When Lafferty wrote "Dream World," the term social constructionism did not yet exist. It entered the academic lexicon in 1966 with the publication of The Social Construction of Reality by Peter L. Berger and Thomas Luckmann. They synthesized the Thomas Theorem with Schutz’s phenomenology into a comprehensive macro-level theory. Berger and Luckmann aimed to model how social reality is built up, proposing a three-stage dialectical process: externalization, objectivation, and internalization. This model explains how human activity produces durable social institutions that, in turn, shape individuals who perceive that reality as something external and objectively real. After The Social Construction of Reality appeared, many of the ideas Lafferty treats fantastically were increasingly accepted as basic assumptions. It’s probably more useful, then, to read Lafferty’s work against the tradition that grows out of the Thomas Theorem than to frame it within the postmodern or poststructuralist movements that rose alongside it.


"Dream World," avant la lettre, fits closely with how people would later conceptualize social constructionism.

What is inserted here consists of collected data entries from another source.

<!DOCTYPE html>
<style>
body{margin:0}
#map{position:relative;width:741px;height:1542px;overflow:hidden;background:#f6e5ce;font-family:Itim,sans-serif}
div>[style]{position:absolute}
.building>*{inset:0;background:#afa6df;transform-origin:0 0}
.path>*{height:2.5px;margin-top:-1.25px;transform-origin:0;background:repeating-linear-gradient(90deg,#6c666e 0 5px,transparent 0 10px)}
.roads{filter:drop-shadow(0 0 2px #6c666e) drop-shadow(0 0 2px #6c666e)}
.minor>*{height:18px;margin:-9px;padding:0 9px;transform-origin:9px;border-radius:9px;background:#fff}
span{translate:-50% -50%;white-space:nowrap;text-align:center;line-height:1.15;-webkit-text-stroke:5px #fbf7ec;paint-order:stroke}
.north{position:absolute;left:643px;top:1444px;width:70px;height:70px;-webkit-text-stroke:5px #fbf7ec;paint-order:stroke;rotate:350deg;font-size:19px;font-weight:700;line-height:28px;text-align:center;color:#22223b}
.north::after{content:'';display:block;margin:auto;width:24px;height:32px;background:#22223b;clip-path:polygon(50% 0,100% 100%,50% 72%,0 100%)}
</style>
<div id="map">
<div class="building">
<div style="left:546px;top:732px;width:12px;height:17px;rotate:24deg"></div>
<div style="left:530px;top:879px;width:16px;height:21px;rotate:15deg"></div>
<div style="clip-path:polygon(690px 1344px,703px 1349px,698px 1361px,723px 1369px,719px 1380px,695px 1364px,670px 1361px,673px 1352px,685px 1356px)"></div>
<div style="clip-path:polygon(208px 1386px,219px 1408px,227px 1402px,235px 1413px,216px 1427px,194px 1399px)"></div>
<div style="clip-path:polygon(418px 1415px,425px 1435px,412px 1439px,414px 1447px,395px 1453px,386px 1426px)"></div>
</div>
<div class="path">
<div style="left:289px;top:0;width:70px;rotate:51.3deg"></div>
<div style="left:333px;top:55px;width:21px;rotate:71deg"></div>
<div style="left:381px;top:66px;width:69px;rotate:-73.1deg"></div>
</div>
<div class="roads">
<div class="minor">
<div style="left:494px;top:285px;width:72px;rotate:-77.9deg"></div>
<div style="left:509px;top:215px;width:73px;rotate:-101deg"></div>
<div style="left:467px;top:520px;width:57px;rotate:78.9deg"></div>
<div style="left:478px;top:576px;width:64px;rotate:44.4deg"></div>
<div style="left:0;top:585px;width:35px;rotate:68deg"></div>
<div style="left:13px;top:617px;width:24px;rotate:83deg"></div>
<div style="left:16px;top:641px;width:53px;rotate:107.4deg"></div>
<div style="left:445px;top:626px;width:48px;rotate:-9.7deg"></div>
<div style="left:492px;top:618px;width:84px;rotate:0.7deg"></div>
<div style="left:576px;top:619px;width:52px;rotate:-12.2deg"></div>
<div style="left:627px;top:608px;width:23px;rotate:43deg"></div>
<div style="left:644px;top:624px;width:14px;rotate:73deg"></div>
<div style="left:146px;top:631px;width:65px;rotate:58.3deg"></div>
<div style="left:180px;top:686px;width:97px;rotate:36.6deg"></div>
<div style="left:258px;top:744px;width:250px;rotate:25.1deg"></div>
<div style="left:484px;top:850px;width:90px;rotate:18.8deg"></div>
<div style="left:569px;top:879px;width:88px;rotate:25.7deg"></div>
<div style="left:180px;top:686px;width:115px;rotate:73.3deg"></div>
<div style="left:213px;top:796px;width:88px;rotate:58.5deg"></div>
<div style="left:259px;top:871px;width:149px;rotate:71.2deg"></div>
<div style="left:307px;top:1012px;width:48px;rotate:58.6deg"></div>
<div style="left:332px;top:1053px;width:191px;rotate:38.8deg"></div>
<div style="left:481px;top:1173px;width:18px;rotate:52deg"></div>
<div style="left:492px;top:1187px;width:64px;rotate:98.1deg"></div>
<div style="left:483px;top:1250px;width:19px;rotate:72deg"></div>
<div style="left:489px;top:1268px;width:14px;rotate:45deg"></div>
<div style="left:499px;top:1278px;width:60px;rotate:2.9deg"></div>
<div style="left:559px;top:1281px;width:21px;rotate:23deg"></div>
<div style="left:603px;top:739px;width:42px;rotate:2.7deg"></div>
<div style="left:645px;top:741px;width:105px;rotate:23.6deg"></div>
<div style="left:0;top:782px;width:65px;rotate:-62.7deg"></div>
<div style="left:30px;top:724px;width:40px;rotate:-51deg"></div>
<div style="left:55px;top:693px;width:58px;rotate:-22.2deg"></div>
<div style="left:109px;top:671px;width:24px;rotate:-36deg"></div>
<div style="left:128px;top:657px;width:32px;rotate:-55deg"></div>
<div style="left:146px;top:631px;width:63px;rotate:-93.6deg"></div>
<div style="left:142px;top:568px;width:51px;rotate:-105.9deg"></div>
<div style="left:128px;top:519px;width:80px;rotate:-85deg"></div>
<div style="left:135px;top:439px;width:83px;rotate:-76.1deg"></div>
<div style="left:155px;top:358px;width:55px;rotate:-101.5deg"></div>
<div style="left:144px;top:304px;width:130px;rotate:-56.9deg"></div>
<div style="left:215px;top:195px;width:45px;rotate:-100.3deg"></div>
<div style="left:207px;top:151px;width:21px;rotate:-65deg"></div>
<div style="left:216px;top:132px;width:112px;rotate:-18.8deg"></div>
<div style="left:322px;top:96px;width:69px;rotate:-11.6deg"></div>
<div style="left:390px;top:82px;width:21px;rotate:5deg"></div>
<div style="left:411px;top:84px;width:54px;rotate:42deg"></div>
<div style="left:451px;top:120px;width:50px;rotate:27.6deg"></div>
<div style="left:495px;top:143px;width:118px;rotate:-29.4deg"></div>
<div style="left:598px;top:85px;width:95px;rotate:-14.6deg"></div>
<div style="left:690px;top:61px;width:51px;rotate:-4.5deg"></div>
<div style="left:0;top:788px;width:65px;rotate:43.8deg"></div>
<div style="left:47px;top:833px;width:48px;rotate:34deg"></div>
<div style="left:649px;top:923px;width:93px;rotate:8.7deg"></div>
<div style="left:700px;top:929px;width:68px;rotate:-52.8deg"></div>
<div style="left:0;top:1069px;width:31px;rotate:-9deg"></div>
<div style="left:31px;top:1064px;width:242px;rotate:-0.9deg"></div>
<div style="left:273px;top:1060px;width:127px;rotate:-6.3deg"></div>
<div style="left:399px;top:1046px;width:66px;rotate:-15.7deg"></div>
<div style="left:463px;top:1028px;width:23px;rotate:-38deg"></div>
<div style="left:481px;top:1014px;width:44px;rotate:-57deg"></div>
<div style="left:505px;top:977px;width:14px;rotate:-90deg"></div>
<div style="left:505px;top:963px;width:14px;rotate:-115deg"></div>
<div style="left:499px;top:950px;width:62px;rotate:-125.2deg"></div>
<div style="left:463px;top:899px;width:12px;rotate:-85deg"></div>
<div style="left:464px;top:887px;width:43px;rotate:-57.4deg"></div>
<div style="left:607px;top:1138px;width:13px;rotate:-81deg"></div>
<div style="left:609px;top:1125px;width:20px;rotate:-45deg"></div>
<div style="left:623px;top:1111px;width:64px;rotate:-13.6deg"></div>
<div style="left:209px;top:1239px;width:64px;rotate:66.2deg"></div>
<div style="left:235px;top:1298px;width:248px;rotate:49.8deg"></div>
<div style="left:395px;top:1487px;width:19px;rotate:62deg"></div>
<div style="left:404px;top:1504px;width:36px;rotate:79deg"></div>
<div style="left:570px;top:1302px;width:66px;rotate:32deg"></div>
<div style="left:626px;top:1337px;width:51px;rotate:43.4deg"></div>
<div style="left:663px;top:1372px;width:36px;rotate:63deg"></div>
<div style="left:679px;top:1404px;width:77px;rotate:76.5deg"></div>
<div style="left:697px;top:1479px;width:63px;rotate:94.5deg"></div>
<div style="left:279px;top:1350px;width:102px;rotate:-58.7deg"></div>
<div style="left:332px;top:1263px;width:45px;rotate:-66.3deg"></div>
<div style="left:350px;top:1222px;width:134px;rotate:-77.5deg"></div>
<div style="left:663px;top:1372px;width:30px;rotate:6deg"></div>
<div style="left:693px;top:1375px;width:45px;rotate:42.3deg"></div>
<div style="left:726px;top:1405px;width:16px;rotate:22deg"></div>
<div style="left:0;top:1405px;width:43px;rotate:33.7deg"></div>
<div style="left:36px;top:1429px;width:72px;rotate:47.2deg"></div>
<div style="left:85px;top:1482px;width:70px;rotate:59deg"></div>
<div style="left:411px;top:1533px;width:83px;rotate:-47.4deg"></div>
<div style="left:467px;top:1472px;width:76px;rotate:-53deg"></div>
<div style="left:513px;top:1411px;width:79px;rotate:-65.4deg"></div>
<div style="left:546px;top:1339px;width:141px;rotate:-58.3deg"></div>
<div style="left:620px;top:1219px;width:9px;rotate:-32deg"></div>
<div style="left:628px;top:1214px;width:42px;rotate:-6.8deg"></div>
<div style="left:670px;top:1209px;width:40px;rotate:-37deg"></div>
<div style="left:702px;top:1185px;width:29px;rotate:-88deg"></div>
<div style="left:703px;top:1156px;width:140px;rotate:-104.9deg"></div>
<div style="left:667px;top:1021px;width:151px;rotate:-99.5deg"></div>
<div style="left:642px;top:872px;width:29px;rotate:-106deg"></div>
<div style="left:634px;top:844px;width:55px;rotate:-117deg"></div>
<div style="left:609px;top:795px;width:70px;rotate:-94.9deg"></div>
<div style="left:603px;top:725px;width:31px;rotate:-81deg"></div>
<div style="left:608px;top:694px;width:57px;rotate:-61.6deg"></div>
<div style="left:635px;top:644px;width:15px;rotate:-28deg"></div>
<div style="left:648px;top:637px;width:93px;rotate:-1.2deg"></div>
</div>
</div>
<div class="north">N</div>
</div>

Berger and Luckmann are still six years out from the story, but consider how their three-stage process for constructing reality maps onto the narrative. It begins with externalization: the moment Teresa speaks her private, subjective nightmare. That act moves it out of the realm of internal horror and into a shared, external topic, something Bascomb can overhear and confirm. Then comes objectivation. The shared anecdote takes on a life of its own, accelerated by institutions that reify it. Willy Wagoner’s article, as media pathogen, turns the dream into a social fact (the Green-Rain Syndrome) while popular culture contributes artifacts like the “Green Rain” ditty. The private experience becomes a public menace that now exists independently of the dreamers. The circuit completes in the story’s final scene with full internalization. The wart-hog world has been so thoroughly absorbed that it now structures Bascomb’s own consciousness. He loves the wart-hog world. He finds it beautiful. The socially constructed has become self-evident truth.